The goal of this article is to teach you how to use price to earnings ratios (P/E ratios). To keep it practical, we’ll show how 3i Infotech Limited’s (NSE:3IINFOTECH) P/E ratio could help you assess the value on offer. 3i Infotech has a P/E ratio of 9.66, based on the last twelve months. In other words, at today’s prices, investors are paying ₹9.66 for every ₹1 in prior year profit.

Check out our latest analysis for 3i Infotech

How Do I Calculate A Price To Earnings Ratio?

The formula for price to earnings is:

Price to Earnings Ratio = Share Price ÷ Earnings per Share (EPS)

Or for 3i Infotech:

P/E of 9.66 = ₹3.34 ÷ ₹0.35 (Based on the trailing twelve months to September 2018.)

Is A High P/E Ratio Good?

A higher P/E ratio means that investors are paying a higher price for each ₹1 of company earnings. That is not a good or a bad thing per se, but a high P/E does imply buyers are optimistic about the future.

How Growth Rates Impact P/E Ratios

P/E ratios primarily reflect market expectations around earnings growth rates.
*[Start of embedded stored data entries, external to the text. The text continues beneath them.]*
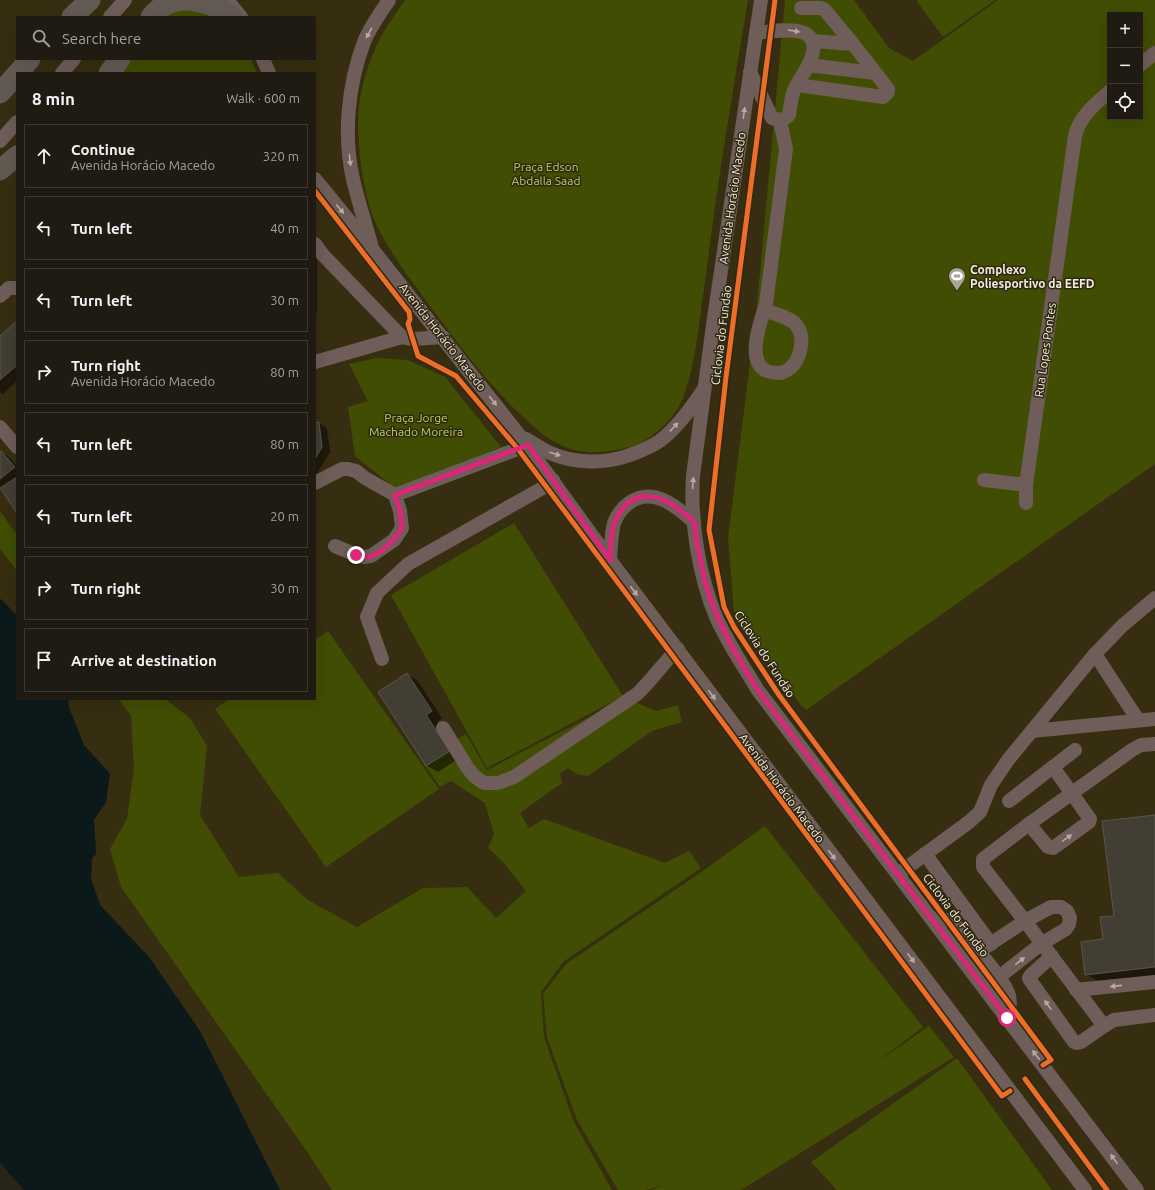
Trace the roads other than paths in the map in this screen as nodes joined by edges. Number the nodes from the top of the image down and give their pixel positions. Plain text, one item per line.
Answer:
1 (78, 0) edge
2 (90, 0) edge
3 (125, 0) edge
4 (153, 0) edge
5 (184, 0) edge
6 (188, 0) edge
7 (227, 0) edge
8 (389, 0) edge
9 (760, 0) edge
10 (801, 8) dead end
11 (65, 16) edge
12 (73, 16) edge
13 (111, 16) edge
14 (146, 16) edge
15 (151, 16) edge
16 (230, 16) edge
17 (240, 16) edge
18 (756, 33) junction
19 (812, 41) junction
20 (853, 44) junction
21 (1155, 53) edge
22 (29, 60) edge
23 (73, 60) edge
24 (119, 60) edge
25 (263, 60) edge
26 (1143, 63) edge
27 (808, 65) junction
28 (19, 72) edge
29 (63, 72) edge
30 (110, 72) edge
31 (269, 72) edge
32 (750, 72) junction
33 (875, 73) junction
34 (16, 75) edge
35 (797, 85) junction
36 (0, 94) edge
37 (1107, 94) edge
38 (780, 120) junction
39 (16, 123) edge
40 (0, 141) edge
41 (16, 157) edge
42 (0, 170) edge
43 (316, 180) edge
44 (316, 245) edge
45 (373, 250) junction
46 (16, 288) edge
47 (0, 296) edge
48 (764, 310) dead end
49 (402, 337) junction
50 (443, 337) junction
51 (316, 362) edge
52 (705, 387) junction
53 (0, 421) edge
54 (0, 427) edge
55 (16, 429) edge
56 (524, 441) junction
57 (16, 445) edge
58 (553, 480) junction
59 (984, 480) dead end
60 (316, 482) edge
61 (1026, 486) junction
62 (395, 495) junction
63 (1026, 503) dead end
64 (694, 522) junction
65 (335, 546) dead end
66 (610, 560) junction
67 (1155, 598) edge
68 (678, 649) junction
69 (1095, 654) junction
70 (382, 659) dead end
71 (1155, 719) edge
72 (1138, 720) junction
73 (443, 728) dead end
74 (1032, 731) junction
75 (1155, 744) edge
76 (1075, 750) dead end
77 (1053, 767) junction
78 (1072, 793) junction
79 (1008, 801) dead end
80 (1029, 824) junction
81 (925, 854) junction
82 (898, 874) junction
83 (933, 919) junction
84 (1025, 921) junction
85 (991, 944) junction
86 (1042, 944) junction
87 (978, 952) junction
88 (1052, 956) junction
89 (999, 977) junction
90 (1155, 982) edge
91 (1076, 990) junction
92 (1155, 1015) edge
93 (1007, 1018) junction
94 (1104, 1026) junction
95 (1085, 1190) edge
96 (1138, 1190) edge

1 - 11 highway
2 - 12 highway
3 - 13 street
4 - 14 highway
5 - 15 highway
6 - 16 highway
7 - 17 street
8 -> 45 street
9 - 18 street, Avenida Horácio Macedo
10 - 20 street
18 -> 19 street
18 - 32 street, Avenida Horácio Macedo
19 - 20 street
19 - 27 street
20 - 33 street
21 - 26 street
22 - 28 highway
23 - 29 street
24 - 30 highway
25 - 31 street
27 - 33 street
27 - 35 street
32 - 38 street
52 -> 32 street, Avenida Horácio Macedo
33 - 35 street
34 - 36 highway
35 - 38 street
37 - 61 street, Rua Lopes Pontes
38 - 48 street
39 - 40 street
41 - 42 highway
43 -> 45 street, Avenida Horácio Macedo
44 - 49 street
45 - 50 street, Avenida Horácio Macedo
46 - 47 street
49 - 50 street
49 - 51 street
50 -> 56 street, Avenida Horácio Macedo
56 -> 52 street
64 -> 52 street, Avenida Horácio Macedo
53 - 55 street
54 - 57 street
56 - 58 street, Avenida Horácio Macedo
56 - 62 street
58 - 66 street, Avenida Horácio Macedo
58 - 70 street
59 - 61 street
60 - 62 street
61 - 63 street, Rua Lopes Pontes
62 - 65 street
64 - 66 street
64 - 82 street, Avenida Horácio Macedo
66 -> 68 street, Avenida Horácio Macedo
67 - 69 street
68 - 73 street
68 -> 95 street, Avenida Horácio Macedo
69 - 72 street
69 - 74 street
71 - 72 street
72 - 74 street
74 - 81 street
75 - 78 street
76 - 77 street
77 - 78 street
77 - 79 street
78 - 80 street
80 -> 78 street
80 - 84 street
81 - 82 street
81 - 85 street
82 - 83 street, Avenida Horácio Macedo
83 - 87 street
83 - 93 street, Avenida Horácio Macedo
84 - 85 street
84 - 86 street
84 - 86 street
85 - 87 street
86 - 88 street
89 -> 86 street
87 - 89 street
88 - 91 street
94 -> 88 street
89 - 93 street
90 -> 91 street
91 - 94 street
92 - 94 street
96 -> 93 street, Avenida Horácio Macedo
When earnings grow, the ‘E’ increases, over time. That means even if the current P/E is high, it will reduce over time if the share price stays flat. So while a stock may look expensive based on past earnings, it could be cheap based on future earnings.

3i Infotech saw earnings per share decrease by 35% last year. But EPS is up 32% over the last 5 years.

How Does 3i Infotech’s P/E Ratio Compare To Its Peers?

We can get an indication of market expectations by looking at the P/E ratio. We can see in the image below that the average P/E (16.3) for companies in the software industry is higher than 3i Infotech’s P/E.

NSEI:3IINFOTECH PE PEG Gauge November 12th 18
NSEI:3IINFOTECH PE PEG Gauge November 12th 18

This suggests that market participants think 3i Infotech will underperform other companies in its industry. While current expectations are low, the stock could be undervalued if the situation is better than the market assumes. If you consider the stock interesting, further research is recommended. For example, I often monitor director buying and selling.

Remember: P/E Ratios Don’t Consider The Balance Sheet

Don’t forget that the P/E ratio considers market capitalization. That means it doesn’t take debt or cash into account. Theoretically, a business can improve its earnings (and produce a lower P/E in the future), by taking on debt (or spending its remaining cash).

Such expenditure might be good or bad, in the long term, but the point here is that the balance sheet is not reflected by this ratio.

3i Infotech’s Balance Sheet

3i Infotech’s net debt is considerable, at 118% of its market cap. This is a relatively high level of debt, so the stock probably deserves a relatively low P/E ratio. Keep that in mind when comparing it to other companies.